Other examples of school and community activities with Stewart Academy include:
- A greenhouse and 64-unit vertical garden system being built this summer, spearheaded by ONYX and Local Initiatives Support Corporation. Muggy said students and volunteers will be involved in growing herbs, vegetables and flowers that will be available to the community. “We hope to create a farmer’s market for neighbors so the program can be self-sustaining,” she said.
- A pilot Rocket Club program with fifth- and sixth- grade students where students learned about aerodynamics, assisted by the UT Department of Engineering.
- University of Toledo funded a meeting of 15 Stewart students with Nobel-Prize-winning author Toni Morrison, who was invited to the city by Stewart students.
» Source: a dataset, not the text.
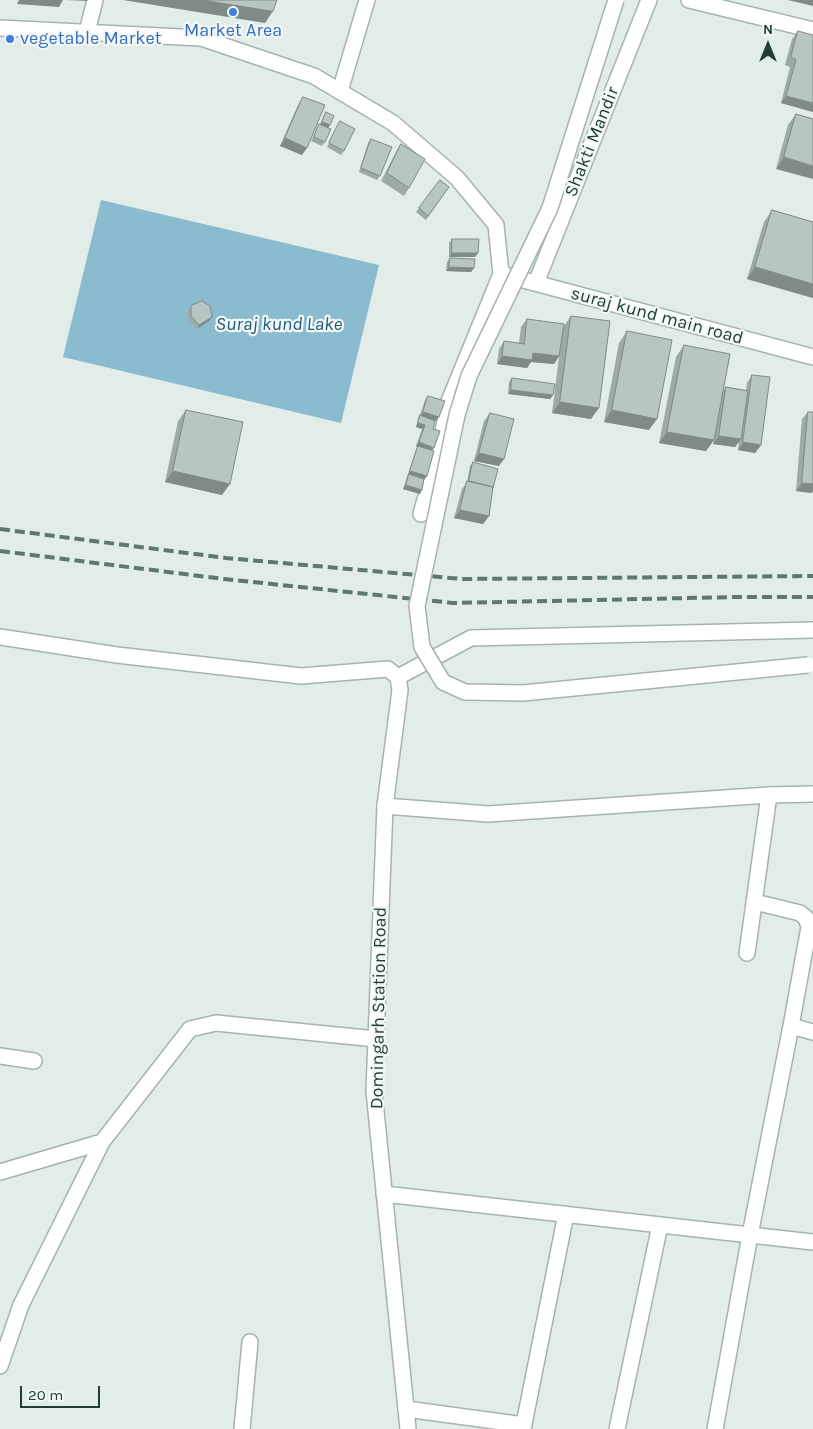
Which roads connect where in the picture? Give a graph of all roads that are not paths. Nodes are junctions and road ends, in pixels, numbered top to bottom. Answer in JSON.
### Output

- A working Fifth Third Bank branch at the school, with students acting as branch managers, tellers, coordinators, etc
The school also maintains math and chess clubs, has a soccer team, along with many other school activities and programs.
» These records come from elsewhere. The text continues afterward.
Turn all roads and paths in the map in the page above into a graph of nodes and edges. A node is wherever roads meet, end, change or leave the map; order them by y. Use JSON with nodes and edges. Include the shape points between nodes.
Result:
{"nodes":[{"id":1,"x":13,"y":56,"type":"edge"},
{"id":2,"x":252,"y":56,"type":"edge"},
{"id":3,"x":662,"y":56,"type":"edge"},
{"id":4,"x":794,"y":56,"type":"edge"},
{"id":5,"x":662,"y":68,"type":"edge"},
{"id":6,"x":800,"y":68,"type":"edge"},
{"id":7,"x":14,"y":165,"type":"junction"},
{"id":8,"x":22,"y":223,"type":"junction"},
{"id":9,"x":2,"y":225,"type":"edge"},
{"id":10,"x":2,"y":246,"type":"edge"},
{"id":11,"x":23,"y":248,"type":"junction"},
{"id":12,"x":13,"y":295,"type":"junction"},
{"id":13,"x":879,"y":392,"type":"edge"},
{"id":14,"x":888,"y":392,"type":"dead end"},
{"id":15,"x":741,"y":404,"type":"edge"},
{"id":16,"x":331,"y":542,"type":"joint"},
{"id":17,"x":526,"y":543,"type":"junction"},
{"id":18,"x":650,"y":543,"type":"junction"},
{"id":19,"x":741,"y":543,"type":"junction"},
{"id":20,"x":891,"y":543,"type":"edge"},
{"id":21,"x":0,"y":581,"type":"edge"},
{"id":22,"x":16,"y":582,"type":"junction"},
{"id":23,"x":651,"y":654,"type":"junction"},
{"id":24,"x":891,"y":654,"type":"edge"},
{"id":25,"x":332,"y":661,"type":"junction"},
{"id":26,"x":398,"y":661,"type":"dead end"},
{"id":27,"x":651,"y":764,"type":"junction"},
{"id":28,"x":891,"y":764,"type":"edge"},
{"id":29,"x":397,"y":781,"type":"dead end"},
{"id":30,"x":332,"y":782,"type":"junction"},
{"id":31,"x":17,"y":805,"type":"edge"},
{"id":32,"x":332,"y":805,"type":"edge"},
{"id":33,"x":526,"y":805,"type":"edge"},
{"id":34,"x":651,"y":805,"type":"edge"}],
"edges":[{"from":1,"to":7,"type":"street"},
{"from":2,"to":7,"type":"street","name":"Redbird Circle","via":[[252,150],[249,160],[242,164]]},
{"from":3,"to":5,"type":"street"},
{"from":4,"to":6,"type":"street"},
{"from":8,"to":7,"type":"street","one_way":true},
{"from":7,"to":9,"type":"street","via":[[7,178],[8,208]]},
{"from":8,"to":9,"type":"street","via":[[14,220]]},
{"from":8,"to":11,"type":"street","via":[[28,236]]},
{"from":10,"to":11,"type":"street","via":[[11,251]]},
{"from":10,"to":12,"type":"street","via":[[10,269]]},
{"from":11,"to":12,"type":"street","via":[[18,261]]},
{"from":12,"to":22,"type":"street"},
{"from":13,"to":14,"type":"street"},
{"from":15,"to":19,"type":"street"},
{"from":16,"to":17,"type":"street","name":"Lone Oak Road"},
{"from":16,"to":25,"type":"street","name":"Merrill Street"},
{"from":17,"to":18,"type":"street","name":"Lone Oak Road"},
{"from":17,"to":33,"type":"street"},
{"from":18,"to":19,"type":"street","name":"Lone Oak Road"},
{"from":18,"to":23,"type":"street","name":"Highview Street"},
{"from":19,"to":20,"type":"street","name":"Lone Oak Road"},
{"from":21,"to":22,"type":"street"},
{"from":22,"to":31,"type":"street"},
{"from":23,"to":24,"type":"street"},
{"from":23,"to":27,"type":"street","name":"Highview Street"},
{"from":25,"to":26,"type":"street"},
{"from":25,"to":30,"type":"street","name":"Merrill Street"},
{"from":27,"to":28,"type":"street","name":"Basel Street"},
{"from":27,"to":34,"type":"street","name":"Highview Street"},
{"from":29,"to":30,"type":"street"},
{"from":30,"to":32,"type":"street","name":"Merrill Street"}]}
All through this, ONYX has been active in improving housing, sidewalks and other infrastructure in the neighborhood, as well as working with Toledo police on neighborhood security, providing financial and personnel support and other types of leadership for Stewart, Gaines said.
‘Everything I expected’
At the end of the school year, ONYX Board of Directors Chairman WilliAnn Moore, a longtime supporter of Stewart Academy, was the keynote speaker at the sixth-grade graduation. ONYX and Moore also were honored by the school when it named its new playground after the organization.
“Stewart Academy is everything I expected it to be because I expect a lot,” Moore said. “The young ladies have come up to meet that challenge, and there’s been a lot of community partners to guarantee their success.”
In addition to the students and community partners, Muggy said that parents are an integral part of the school’s success. Before accepting students, Muggy said that parents are interviewed to ensure they know what’s expected of them and their students for things like attendance, behavior and academics.
Tiffany Biddle is a Stewart parent. Her daughter, Khadijah Hasan, attends Stewart.
“I did consider other schools at first,” Biddle said, “but they were pretty much knocked out when we visited here.
“[Stewart Academy] is a very good school. I like the building; the environment is very positive, and there are plenty of positive role models to look up to.”
Muggy said the school typically has 30 to 50 students on its waiting list.
“We have wonderful support from the [TPS] board and administration, and without the support of our community partners and parents, we could not do what we do,” Muggy said.